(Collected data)
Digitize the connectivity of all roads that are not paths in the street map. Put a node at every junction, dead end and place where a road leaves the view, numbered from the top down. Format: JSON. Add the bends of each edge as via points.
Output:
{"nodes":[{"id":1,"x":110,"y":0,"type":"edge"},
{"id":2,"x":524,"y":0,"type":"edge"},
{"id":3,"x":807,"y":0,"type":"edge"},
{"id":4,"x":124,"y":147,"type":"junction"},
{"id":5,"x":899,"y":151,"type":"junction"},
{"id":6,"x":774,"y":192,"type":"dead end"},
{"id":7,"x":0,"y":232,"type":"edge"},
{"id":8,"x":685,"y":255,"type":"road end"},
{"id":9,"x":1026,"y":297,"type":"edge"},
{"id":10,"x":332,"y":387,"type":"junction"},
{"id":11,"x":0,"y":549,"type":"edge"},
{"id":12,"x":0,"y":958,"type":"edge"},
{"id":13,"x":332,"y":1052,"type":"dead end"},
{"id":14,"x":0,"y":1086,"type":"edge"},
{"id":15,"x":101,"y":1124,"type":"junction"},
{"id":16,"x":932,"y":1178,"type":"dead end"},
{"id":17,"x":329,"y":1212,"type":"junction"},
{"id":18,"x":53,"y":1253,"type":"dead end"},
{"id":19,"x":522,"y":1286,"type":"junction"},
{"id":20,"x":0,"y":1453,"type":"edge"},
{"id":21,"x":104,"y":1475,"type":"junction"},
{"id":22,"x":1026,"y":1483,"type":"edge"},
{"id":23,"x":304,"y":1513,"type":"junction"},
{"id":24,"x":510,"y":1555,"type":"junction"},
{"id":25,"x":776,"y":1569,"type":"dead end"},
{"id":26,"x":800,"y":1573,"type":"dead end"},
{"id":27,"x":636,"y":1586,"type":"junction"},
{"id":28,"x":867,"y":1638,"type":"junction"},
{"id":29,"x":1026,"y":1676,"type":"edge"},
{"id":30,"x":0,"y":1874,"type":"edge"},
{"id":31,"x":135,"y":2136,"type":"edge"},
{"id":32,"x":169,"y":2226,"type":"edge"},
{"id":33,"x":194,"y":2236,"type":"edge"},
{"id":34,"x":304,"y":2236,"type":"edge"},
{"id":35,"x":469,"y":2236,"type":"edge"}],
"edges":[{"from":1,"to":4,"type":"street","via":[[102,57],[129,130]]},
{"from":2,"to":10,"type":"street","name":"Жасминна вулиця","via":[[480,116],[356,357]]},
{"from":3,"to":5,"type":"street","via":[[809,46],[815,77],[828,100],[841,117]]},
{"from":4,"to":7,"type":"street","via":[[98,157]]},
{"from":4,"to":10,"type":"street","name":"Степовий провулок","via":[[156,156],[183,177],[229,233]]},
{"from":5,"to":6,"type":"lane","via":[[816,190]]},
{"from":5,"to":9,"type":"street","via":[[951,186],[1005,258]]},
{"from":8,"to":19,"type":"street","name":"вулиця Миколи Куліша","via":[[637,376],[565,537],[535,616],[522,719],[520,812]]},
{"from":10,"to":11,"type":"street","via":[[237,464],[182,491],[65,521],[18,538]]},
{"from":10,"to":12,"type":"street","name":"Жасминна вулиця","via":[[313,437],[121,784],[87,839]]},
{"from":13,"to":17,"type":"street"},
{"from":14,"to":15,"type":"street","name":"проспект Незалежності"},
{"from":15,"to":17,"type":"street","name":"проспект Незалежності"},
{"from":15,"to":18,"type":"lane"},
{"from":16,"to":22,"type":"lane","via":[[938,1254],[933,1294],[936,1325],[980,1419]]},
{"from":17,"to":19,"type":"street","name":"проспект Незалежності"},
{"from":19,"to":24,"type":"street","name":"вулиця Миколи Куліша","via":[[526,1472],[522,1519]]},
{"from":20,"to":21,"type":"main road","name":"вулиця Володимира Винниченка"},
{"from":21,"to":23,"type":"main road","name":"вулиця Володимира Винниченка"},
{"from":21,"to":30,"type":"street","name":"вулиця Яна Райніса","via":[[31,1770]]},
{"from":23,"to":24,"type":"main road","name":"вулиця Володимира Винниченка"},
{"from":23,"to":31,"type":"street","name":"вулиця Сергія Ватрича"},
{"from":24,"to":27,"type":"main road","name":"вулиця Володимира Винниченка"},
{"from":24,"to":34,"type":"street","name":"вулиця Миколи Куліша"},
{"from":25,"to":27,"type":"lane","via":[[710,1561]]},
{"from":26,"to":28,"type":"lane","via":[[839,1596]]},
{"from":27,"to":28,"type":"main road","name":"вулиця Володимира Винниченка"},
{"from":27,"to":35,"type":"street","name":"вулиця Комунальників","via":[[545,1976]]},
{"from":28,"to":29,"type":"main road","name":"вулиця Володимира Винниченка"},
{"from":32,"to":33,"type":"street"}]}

• WHAT YOU HAVE TO DO:
Whatever the entries say, repeat all of them exactly.

• RESULT OF THIS EXERCISE:
Digitize the connectivity of all roads that are not paths in the street map. Put a node at every junction, dead end and place where a road leaves the view, numbered from the top down. Format: JSON. Add the bends of each edge as via points.
Output:
{"nodes":[{"id":1,"x":110,"y":0,"type":"edge"},
{"id":2,"x":524,"y":0,"type":"edge"},
{"id":3,"x":807,"y":0,"type":"edge"},
{"id":4,"x":124,"y":147,"type":"junction"},
{"id":5,"x":899,"y":151,"type":"junction"},
{"id":6,"x":774,"y":192,"type":"dead end"},
{"id":7,"x":0,"y":232,"type":"edge"},
{"id":8,"x":685,"y":255,"type":"road end"},
{"id":9,"x":1026,"y":297,"type":"edge"},
{"id":10,"x":332,"y":387,"type":"junction"},
{"id":11,"x":0,"y":549,"type":"edge"},
{"id":12,"x":0,"y":958,"type":"edge"},
{"id":13,"x":332,"y":1052,"type":"dead end"},
{"id":14,"x":0,"y":1086,"type":"edge"},
{"id":15,"x":101,"y":1124,"type":"junction"},
{"id":16,"x":932,"y":1178,"type":"dead end"},
{"id":17,"x":329,"y":1212,"type":"junction"},
{"id":18,"x":53,"y":1253,"type":"dead end"},
{"id":19,"x":522,"y":1286,"type":"junction"},
{"id":20,"x":0,"y":1453,"type":"edge"},
{"id":21,"x":104,"y":1475,"type":"junction"},
{"id":22,"x":1026,"y":1483,"type":"edge"},
{"id":23,"x":304,"y":1513,"type":"junction"},
{"id":24,"x":510,"y":1555,"type":"junction"},
{"id":25,"x":776,"y":1569,"type":"dead end"},
{"id":26,"x":800,"y":1573,"type":"dead end"},
{"id":27,"x":636,"y":1586,"type":"junction"},
{"id":28,"x":867,"y":1638,"type":"junction"},
{"id":29,"x":1026,"y":1676,"type":"edge"},
{"id":30,"x":0,"y":1874,"type":"edge"},
{"id":31,"x":135,"y":2136,"type":"edge"},
{"id":32,"x":169,"y":2226,"type":"edge"},
{"id":33,"x":194,"y":2236,"type":"edge"},
{"id":34,"x":304,"y":2236,"type":"edge"},
{"id":35,"x":469,"y":2236,"type":"edge"}],
"edges":[{"from":1,"to":4,"type":"street","via":[[102,57],[129,130]]},
{"from":2,"to":10,"type":"street","name":"Жасминна вулиця","via":[[480,116],[356,357]]},
{"from":3,"to":5,"type":"street","via":[[809,46],[815,77],[828,100],[841,117]]},
{"from":4,"to":7,"type":"street","via":[[98,157]]},
{"from":4,"to":10,"type":"street","name":"Степовий провулок","via":[[156,156],[183,177],[229,233]]},
{"from":5,"to":6,"type":"lane","via":[[816,190]]},
{"from":5,"to":9,"type":"street","via":[[951,186],[1005,258]]},
{"from":8,"to":19,"type":"street","name":"вулиця Миколи Куліша","via":[[637,376],[565,537],[535,616],[522,719],[520,812]]},
{"from":10,"to":11,"type":"street","via":[[237,464],[182,491],[65,521],[18,538]]},
{"from":10,"to":12,"type":"street","name":"Жасминна вулиця","via":[[313,437],[121,784],[87,839]]},
{"from":13,"to":17,"type":"street"},
{"from":14,"to":15,"type":"street","name":"проспект Незалежності"},
{"from":15,"to":17,"type":"street","name":"проспект Незалежності"},
{"from":15,"to":18,"type":"lane"},
{"from":16,"to":22,"type":"lane","via":[[938,1254],[933,1294],[936,1325],[980,1419]]},
{"from":17,"to":19,"type":"street","name":"проспект Незалежності"},
{"from":19,"to":24,"type":"street","name":"вулиця Миколи Куліша","via":[[526,1472],[522,1519]]},
{"from":20,"to":21,"type":"main road","name":"вулиця Володимира Винниченка"},
{"from":21,"to":23,"type":"main road","name":"вулиця Володимира Винниченка"},
{"from":21,"to":30,"type":"street","name":"вулиця Яна Райніса","via":[[31,1770]]},
{"from":23,"to":24,"type":"main road","name":"вулиця Володимира Винниченка"},
{"from":23,"to":31,"type":"street","name":"вулиця Сергія Ватрича"},
{"from":24,"to":27,"type":"main road","name":"вулиця Володимира Винниченка"},
{"from":24,"to":34,"type":"street","name":"вулиця Миколи Куліша"},
{"from":25,"to":27,"type":"lane","via":[[710,1561]]},
{"from":26,"to":28,"type":"lane","via":[[839,1596]]},
{"from":27,"to":28,"type":"main road","name":"вулиця Володимира Винниченка"},
{"from":27,"to":35,"type":"street","name":"вулиця Комунальників","via":[[545,1976]]},
{"from":28,"to":29,"type":"main road","name":"вулиця Володимира Винниченка"},
{"from":32,"to":33,"type":"street"}]}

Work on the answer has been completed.